Californian rest days tend to consist of days out: trips to the beach, a few hours spent on jet skis — the McKennas’ new normal. But a bit of downtime can also often more closely resemble the equivalent back home in Ireland.
“We see all of Liverpool’s Sunday games, and on Saturdays we’ll see the five o’clock kick-offs after our stair run,” says Stevie, a diehard Red, as is his younger brother.
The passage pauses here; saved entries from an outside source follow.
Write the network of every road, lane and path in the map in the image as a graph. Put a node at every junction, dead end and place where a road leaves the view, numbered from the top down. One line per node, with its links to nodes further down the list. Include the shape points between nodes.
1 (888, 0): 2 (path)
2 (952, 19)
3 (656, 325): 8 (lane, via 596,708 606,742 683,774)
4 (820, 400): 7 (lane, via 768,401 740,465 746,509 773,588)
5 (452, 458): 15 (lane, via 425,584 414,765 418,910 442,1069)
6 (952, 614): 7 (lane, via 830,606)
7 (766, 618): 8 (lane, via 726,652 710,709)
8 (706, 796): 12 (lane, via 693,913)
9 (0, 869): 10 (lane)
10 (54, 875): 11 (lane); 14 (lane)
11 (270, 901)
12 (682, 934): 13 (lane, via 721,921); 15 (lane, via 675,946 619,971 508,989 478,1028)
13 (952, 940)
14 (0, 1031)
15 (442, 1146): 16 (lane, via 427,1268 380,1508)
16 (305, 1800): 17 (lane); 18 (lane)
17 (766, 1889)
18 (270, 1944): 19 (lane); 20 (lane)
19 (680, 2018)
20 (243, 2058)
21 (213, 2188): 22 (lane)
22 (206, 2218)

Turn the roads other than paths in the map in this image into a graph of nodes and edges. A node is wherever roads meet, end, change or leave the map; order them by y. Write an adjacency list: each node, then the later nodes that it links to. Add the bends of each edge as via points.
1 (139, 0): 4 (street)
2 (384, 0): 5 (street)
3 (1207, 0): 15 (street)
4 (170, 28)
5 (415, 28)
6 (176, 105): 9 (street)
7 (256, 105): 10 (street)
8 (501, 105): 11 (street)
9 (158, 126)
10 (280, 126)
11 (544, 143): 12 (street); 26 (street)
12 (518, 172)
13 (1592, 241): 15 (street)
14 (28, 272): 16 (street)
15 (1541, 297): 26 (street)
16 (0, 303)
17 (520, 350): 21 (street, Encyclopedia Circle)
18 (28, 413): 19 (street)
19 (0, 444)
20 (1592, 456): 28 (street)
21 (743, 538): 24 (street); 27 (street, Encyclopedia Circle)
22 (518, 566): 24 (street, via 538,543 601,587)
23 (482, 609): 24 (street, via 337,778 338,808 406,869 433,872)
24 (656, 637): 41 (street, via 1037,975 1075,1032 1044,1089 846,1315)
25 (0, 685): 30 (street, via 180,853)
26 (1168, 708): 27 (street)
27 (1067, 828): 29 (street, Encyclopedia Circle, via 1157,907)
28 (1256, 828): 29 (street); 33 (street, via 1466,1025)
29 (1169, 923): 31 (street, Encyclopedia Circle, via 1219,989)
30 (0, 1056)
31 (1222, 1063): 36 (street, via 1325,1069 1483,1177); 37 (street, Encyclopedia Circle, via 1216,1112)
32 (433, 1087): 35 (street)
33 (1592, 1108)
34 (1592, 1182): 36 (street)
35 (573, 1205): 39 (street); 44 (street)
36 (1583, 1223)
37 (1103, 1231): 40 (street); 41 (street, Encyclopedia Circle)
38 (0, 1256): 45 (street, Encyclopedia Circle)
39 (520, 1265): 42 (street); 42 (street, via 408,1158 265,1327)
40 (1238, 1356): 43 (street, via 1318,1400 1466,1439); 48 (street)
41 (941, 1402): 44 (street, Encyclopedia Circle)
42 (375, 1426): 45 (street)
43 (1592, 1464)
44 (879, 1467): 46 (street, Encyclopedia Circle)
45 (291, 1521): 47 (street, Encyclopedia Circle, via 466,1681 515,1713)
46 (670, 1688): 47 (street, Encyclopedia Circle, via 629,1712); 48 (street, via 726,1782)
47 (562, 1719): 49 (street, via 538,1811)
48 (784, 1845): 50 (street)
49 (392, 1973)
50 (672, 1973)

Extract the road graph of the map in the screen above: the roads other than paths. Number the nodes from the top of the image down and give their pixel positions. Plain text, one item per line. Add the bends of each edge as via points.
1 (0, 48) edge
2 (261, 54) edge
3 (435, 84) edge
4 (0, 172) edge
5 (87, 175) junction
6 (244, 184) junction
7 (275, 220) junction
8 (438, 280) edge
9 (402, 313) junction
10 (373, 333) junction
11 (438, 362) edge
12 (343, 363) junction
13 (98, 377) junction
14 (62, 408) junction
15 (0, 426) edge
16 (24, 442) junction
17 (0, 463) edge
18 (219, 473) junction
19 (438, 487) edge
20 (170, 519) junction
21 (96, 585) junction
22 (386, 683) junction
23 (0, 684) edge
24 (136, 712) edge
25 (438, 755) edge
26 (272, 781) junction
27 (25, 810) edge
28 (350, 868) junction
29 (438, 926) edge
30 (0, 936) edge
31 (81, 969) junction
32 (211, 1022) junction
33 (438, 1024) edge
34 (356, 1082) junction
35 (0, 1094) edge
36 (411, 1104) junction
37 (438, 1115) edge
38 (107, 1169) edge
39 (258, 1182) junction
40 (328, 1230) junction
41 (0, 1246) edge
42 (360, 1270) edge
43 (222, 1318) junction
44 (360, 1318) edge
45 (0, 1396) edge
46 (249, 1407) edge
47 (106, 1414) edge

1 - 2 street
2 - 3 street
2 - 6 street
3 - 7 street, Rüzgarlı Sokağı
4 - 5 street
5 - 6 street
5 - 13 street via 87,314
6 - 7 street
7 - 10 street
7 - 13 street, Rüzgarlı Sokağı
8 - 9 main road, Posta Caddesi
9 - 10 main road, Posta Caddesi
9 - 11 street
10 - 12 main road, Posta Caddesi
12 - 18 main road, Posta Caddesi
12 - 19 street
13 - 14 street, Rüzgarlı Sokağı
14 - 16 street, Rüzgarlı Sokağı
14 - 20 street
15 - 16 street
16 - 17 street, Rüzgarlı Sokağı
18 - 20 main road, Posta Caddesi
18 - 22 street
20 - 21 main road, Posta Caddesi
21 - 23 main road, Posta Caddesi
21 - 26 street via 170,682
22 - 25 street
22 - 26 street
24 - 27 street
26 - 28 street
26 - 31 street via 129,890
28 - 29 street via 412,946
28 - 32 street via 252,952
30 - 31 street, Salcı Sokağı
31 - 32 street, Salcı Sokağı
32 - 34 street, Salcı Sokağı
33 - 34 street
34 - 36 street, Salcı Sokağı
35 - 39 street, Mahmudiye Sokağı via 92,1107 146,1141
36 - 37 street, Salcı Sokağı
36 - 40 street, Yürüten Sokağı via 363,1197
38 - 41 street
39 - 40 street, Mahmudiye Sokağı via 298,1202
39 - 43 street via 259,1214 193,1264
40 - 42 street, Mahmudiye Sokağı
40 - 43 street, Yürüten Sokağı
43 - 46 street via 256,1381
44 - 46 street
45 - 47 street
Neither man is old enough to have seen Liverpool lift a league trophy, but they got a chance during their Christmas wind-down to head over to Anfield for a 2-0 victory over Watford during what should eventually prove to be a title-winning season.
As the conversation winds down with football chat, Aaron, aware that this writer is a Manchester United fan, gratuitously reels off a stat about Ole Gunnar Solskjaer’s win percentage at the wheel. The hurt game indeed.
They know their stuff. Stevie was having a shocker in fantasy this year, he says, though. Aaron had been ticking along nicely before the world was turned arseways.
“You were talking to Andy Lee about it, weren’t you?” Stevie asks Aaron. “Andy keeps an eye on us in the league,” he says. “We were just trying to beat him in it this year. He takes it seriously.”
The McKennas: three ordinary human beings from Monaghan trying to do something extraordinary halfway across the world. A father and two sons hellbent on conquering theirs.